PDDL was first proposed by Drew McDermott for the 1998 International Planning Competition. Since then it has been refined, extended and developed and has become the standard modelling language for domain-independent planners. There are many tools that can be used with the language, such as a plan validation system (VAL) and lots of planners. The language is action-centred: domains are described in terms of the actions that can be used to solve problems. Actions are given in terms of their preconditions and postconditions. The extension that formed PDDL2.1 introduced temporal planning into PDDL for the first time. It also refined the definition of numeric planning. Temporal planning in PDDL2.1 uses durative actions: actions that have a start, an end and, between the two, a duration of time. It allows flexible representation of the durations and also supports both continuous change during the execution of the a durative action and duration-dependent effects.

A more abitious representation of continuous processes is proposed in PDDL+ which uses explict representations of processes and events - transitions outside the direct control of the planner that are triggered by satisfaction of their preconditions in a state.

Planning Technology

Temporal planners have tended to manage time in a simplified way. Durative actions can be compiled into a compressed form in which they are treated as though they are instantaneous. Planning can then be performed as for the classical case and time added in afterwards by scheduling the actions. This can work well when the problems being considered admit sequential solutions, but some problems require concurrent actions in order to solve them. In this case the compilation cannot work. As far as we know, LPGP, Crikey! and its cousins are the only planners that can properly handle required concurrency in temporal planning problems. These planners work by splitting durative actions into instantaneous actions representing each of the end points of the durative actions. These can be used in a classical planning approach, but the durations of the actions form constraints that govern the relationships between the times at which these actions are applied. These can be handled using a separate technology, such as a linear program (LPGP) or a simple temporal network (Crikey).
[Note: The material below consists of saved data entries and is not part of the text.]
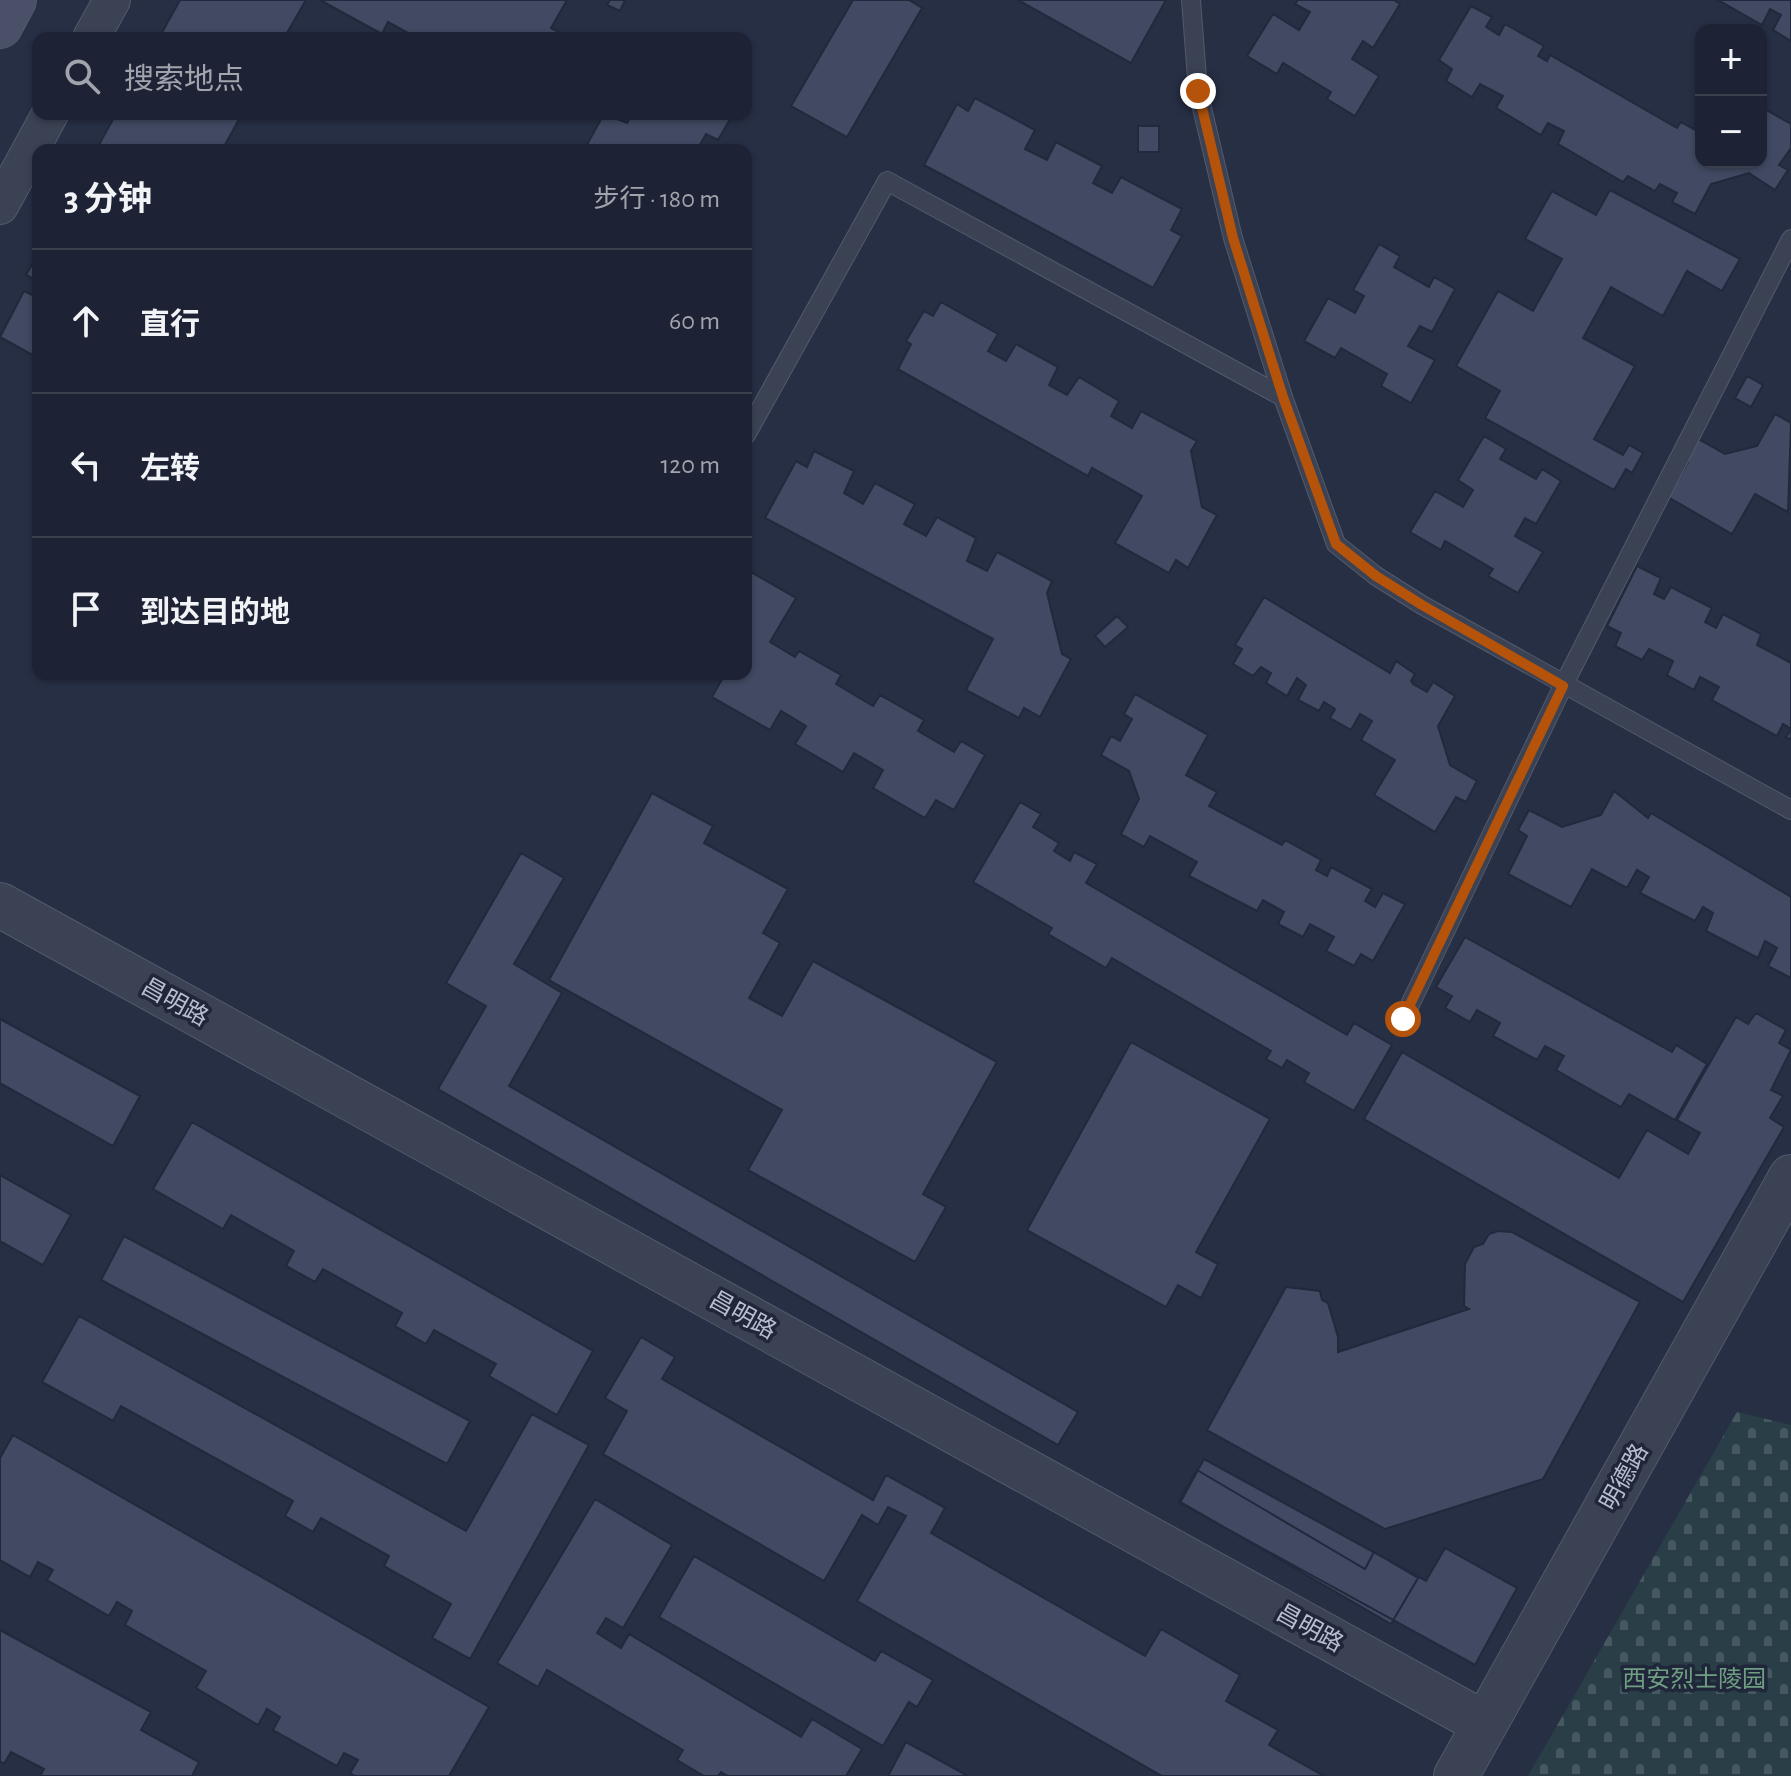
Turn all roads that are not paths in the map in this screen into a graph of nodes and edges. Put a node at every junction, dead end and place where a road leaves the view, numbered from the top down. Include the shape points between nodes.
1 (14, 0) edge
2 (112, 0) edge
3 (1191, 0) edge
4 (0, 26) edge
5 (94, 32) edge
6 (47, 120) edge
7 (34, 144) edge
8 (32, 147) edge
9 (0, 206) edge
10 (1791, 239) edge
11 (1283, 397) junction
12 (752, 424) edge
13 (1563, 686) junction
14 (1791, 810) edge
15 (0, 905) edge
16 (1403, 1019) dead end
17 (1791, 1177) edge
18 (1485, 1724) junction
19 (1456, 1776) edge

1 - 4 main road
2 - 5 street
3 - 11 lane via 1198,91 1233,238
6 - 7 street
8 - 9 street
10 - 13 lane
11 - 12 lane via 887,181
11 - 13 lane via 1336,544 1410,598
13 - 14 lane
13 - 16 lane
15 - 18 street, 昌明路
17 - 18 street, 明德路
18 - 19 street, 明德路

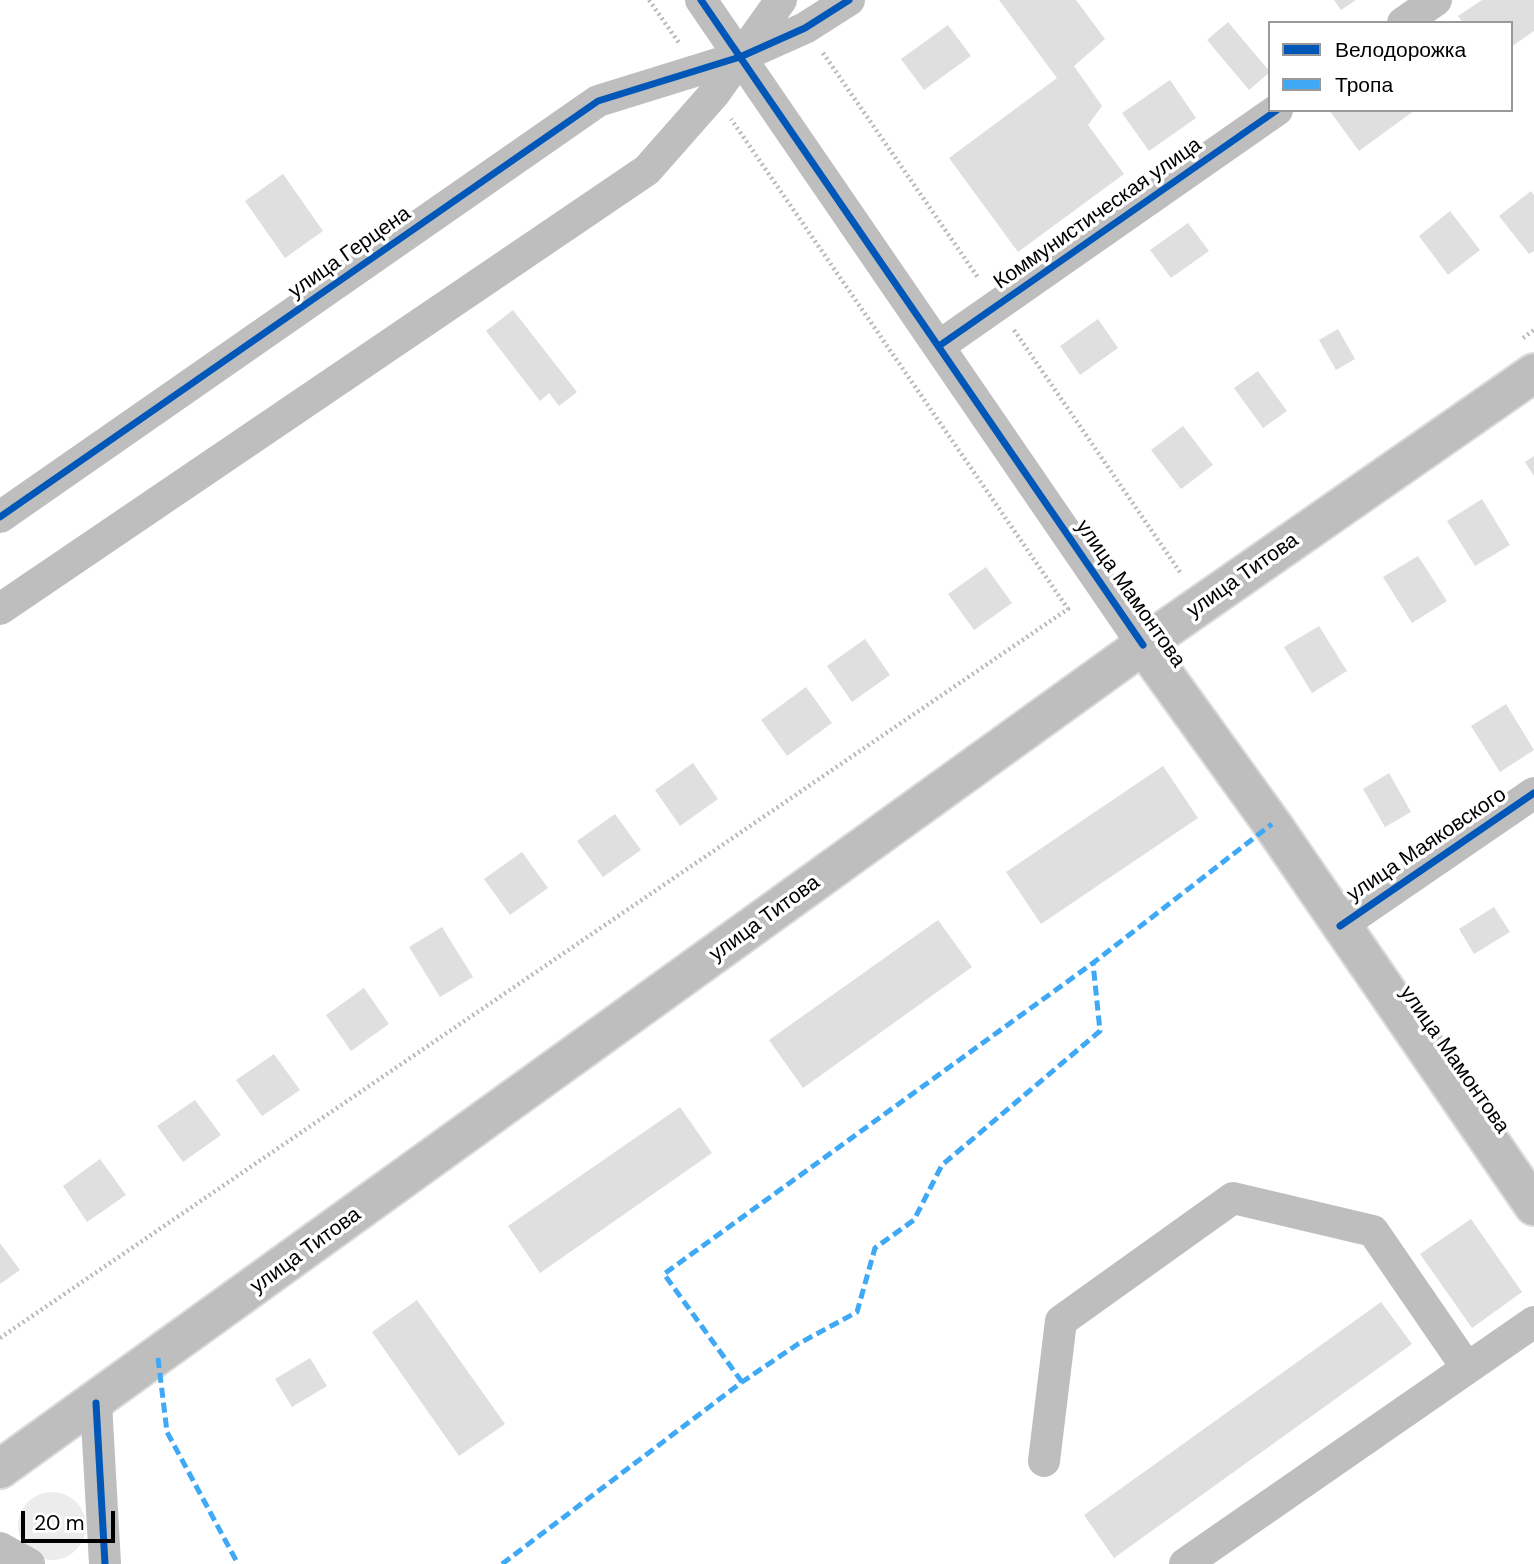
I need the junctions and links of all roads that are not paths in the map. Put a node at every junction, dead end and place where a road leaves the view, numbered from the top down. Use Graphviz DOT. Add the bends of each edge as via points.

Numeric planning was first tackled with real success by Joerg Hoffmann in Metric-FF. Others have also offered ways to manage it, but the heuristic used in Metric-FF is an important tool for guiding search in numeric-logical state spaces. The idea is simply to ignore negative effects on resources and concentrate, in the heuristic evaluation of a state, on the actions required to produce resources that satisfy the precondition requirements of subsequent actions. This idea can work well, but it suffers from significant shortcomings in domains where there is flow of resources and exchange of one kind of resource for another. To address this, we have developed LPRPG, a forward search planner that uses a linear program to construct a better heuristic estimate for the cost of achieving the goals from a given state, in the context of numeric resource management. This exploits the strengths of linear programming to offer improved heuristic evaluation.

Bringing time and numbers together is tough. Crikey3 uses the Metric-FF heuristic to allow it to manage numbers, but it is not able to manage duration-dependent effects or continuous change. Our most recent planner is built on the Crikey3 chassis, but uses a linear program to tackle continuous linear effects. We replace the temporal reasoning in Crikey3, which uses a simple temporal network, with a linear program representation, that also allows us to capture the linear continuous effects and discrete numeric effects (including duration-dependent effects) in the same representation and solve them in combination. Search guidance in our planner uses an extended version of the Metric-FF heuristic, but work is ongoing to add the LPRPG heuristic to it.